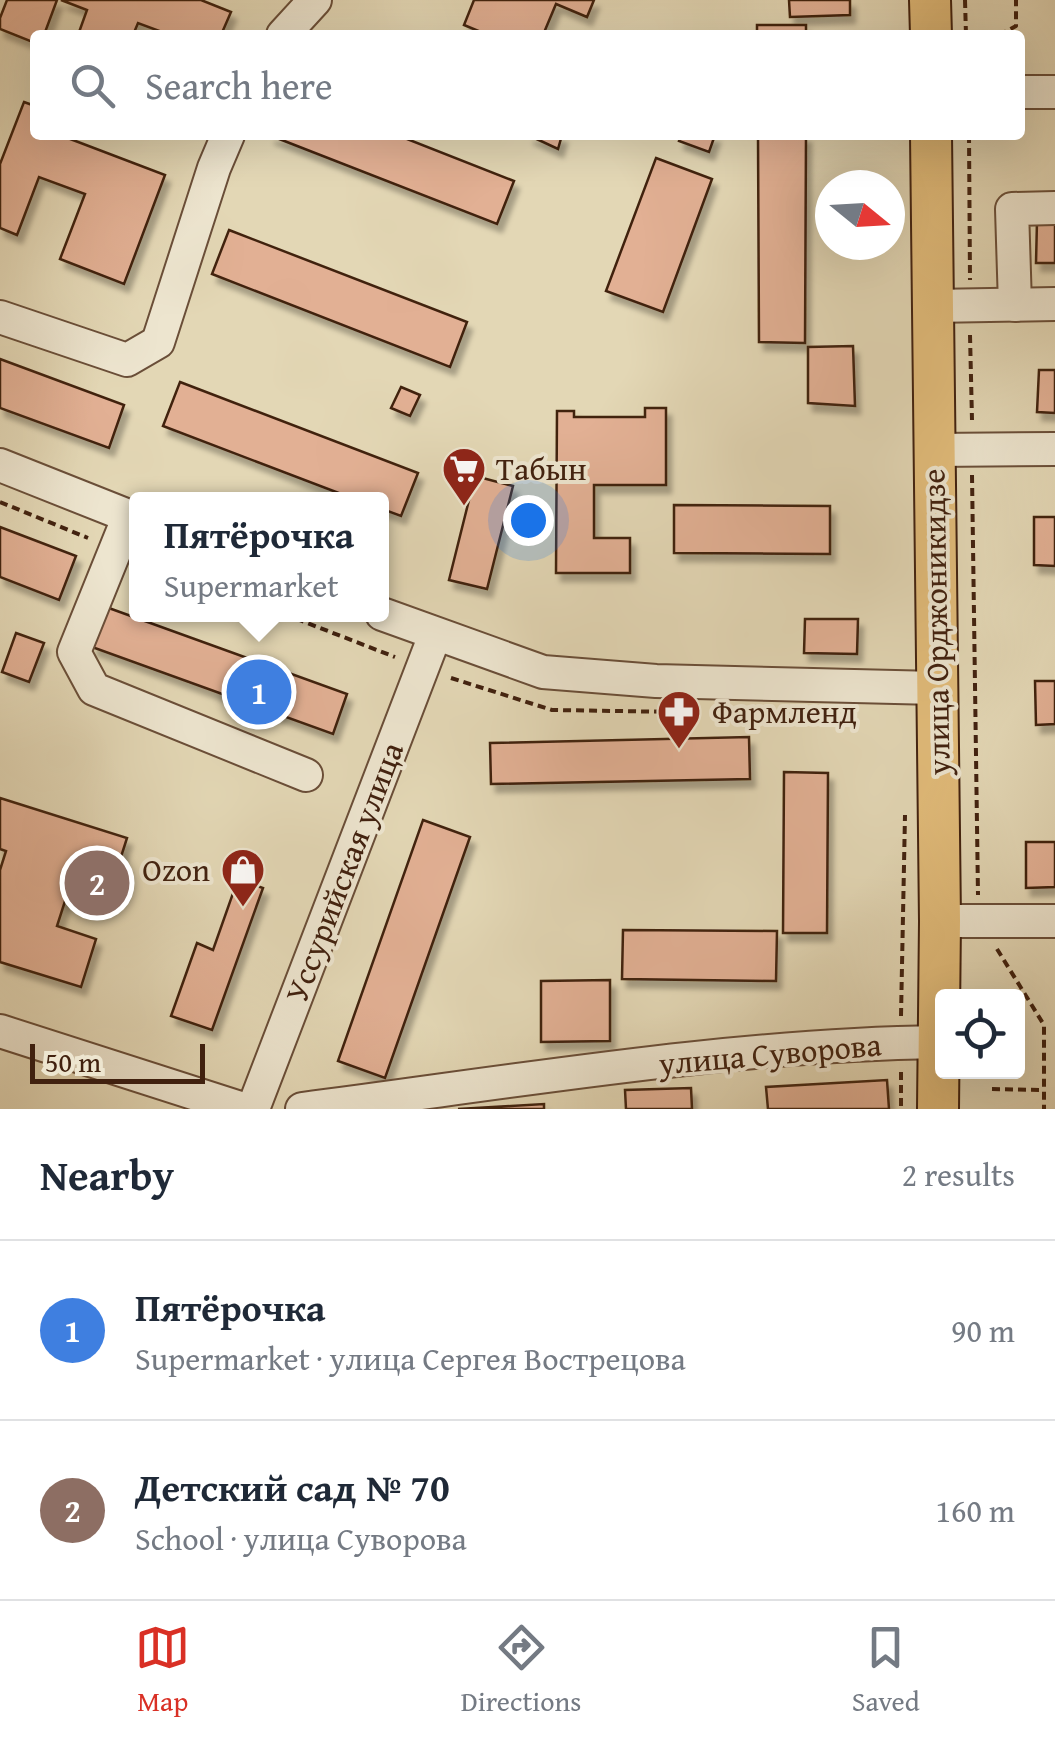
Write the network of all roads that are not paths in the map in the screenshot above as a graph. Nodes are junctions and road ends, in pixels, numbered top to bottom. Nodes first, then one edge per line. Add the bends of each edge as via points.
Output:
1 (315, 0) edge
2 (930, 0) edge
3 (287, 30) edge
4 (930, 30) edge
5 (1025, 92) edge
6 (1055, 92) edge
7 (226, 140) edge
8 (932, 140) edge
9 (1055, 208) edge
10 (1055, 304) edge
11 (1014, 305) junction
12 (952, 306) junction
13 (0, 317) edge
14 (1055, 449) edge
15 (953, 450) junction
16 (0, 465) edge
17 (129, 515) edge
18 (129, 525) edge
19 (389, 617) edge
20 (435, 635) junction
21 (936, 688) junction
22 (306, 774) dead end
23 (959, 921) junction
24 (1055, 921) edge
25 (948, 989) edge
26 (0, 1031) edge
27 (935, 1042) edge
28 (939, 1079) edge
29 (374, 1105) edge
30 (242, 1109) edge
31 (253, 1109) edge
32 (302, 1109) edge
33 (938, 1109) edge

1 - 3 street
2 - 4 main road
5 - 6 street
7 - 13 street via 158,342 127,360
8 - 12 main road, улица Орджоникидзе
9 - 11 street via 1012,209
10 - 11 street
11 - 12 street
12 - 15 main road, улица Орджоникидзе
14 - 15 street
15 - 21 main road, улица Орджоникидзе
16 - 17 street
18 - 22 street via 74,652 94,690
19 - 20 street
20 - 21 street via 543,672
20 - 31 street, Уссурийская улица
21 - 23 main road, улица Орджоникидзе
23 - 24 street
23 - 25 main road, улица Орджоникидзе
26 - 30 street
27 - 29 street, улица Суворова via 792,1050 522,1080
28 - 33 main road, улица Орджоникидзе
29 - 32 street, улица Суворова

• • •

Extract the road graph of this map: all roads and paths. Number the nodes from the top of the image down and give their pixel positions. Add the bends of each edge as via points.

• • •

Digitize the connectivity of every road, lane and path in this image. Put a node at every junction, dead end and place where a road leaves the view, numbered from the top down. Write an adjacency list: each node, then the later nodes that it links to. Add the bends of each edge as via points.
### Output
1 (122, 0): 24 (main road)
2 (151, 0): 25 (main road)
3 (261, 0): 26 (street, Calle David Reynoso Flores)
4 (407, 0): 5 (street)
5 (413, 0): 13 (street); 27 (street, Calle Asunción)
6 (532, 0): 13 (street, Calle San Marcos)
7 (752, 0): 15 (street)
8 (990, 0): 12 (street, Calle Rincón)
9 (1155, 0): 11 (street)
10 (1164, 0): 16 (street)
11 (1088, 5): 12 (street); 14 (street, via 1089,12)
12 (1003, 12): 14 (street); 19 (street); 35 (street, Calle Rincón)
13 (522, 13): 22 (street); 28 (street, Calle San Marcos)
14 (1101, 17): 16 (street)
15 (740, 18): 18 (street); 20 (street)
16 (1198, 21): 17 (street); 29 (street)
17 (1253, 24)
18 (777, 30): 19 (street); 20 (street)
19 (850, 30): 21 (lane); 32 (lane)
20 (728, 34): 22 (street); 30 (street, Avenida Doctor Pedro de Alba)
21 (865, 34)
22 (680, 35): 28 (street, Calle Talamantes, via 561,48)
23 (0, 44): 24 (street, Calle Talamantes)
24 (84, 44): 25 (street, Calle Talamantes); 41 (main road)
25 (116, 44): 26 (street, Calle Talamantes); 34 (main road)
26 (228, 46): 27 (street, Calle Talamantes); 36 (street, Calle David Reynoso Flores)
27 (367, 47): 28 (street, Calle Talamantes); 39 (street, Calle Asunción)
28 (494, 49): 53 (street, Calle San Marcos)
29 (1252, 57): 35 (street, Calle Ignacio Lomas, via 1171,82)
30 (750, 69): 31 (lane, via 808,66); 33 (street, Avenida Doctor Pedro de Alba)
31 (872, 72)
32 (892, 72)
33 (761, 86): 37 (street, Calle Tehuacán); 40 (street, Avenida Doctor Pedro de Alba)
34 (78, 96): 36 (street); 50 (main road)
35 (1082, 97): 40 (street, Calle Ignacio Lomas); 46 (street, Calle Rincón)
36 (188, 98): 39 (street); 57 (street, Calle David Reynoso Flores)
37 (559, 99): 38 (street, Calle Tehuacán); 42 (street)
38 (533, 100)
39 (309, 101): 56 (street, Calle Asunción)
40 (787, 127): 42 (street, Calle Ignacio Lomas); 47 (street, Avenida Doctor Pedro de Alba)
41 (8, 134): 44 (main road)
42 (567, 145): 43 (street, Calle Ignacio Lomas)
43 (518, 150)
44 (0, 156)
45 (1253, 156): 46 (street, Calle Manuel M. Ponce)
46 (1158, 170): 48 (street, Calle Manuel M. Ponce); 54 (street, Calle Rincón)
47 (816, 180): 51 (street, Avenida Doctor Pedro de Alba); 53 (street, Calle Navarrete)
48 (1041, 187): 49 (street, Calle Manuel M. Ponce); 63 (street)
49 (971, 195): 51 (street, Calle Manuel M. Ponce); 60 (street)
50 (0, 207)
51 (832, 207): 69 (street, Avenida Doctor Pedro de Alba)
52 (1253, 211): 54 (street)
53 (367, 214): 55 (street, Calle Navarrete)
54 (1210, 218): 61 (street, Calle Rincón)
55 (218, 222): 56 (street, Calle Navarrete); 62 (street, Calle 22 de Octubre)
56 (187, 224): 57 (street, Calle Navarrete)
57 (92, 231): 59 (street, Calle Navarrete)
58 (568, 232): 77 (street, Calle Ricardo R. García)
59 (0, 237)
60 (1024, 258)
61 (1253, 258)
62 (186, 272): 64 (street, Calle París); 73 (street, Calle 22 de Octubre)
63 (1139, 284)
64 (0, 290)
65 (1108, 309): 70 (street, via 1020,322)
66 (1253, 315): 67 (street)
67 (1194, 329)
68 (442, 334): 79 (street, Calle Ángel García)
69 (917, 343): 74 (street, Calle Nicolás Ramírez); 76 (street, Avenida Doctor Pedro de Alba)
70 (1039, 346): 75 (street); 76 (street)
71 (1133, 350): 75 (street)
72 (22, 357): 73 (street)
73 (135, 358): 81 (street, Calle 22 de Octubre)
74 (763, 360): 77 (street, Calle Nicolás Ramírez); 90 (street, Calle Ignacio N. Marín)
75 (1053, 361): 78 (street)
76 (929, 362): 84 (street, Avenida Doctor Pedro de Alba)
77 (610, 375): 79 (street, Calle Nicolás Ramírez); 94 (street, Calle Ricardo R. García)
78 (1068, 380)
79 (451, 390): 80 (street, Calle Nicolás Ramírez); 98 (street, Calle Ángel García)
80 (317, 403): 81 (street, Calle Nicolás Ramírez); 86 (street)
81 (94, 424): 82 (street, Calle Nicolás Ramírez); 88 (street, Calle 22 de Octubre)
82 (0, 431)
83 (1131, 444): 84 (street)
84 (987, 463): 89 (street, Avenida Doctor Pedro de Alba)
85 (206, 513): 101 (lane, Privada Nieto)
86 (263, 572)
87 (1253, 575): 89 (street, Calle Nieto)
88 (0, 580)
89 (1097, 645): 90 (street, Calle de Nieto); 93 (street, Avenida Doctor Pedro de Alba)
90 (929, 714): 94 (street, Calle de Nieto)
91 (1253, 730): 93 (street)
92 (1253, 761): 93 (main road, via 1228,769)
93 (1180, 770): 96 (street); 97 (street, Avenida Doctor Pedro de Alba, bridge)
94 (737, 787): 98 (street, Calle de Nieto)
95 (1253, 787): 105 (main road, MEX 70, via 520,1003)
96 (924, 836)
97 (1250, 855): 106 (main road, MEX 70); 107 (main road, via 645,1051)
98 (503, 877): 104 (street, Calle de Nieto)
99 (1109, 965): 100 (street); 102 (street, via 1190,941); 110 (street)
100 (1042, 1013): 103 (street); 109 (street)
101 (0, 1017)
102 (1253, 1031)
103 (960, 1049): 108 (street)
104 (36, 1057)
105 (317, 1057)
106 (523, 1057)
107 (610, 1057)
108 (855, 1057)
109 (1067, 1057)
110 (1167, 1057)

• • •

→ Directions for this task:
The answer must be every line of the entries that includes the word "down".

→ Your response:
Extract the road graph of this map: all roads and paths. Number the nodes from the top of the image down and give their pixel positions. Add the bends of each edge as via points.
Digitize the connectivity of every road, lane and path in this image. Put a node at every junction, dead end and place where a road leaves the view, numbered from the top down. Write an adjacency list: each node, then the later nodes that it links to. Add the bends of each edge as via points.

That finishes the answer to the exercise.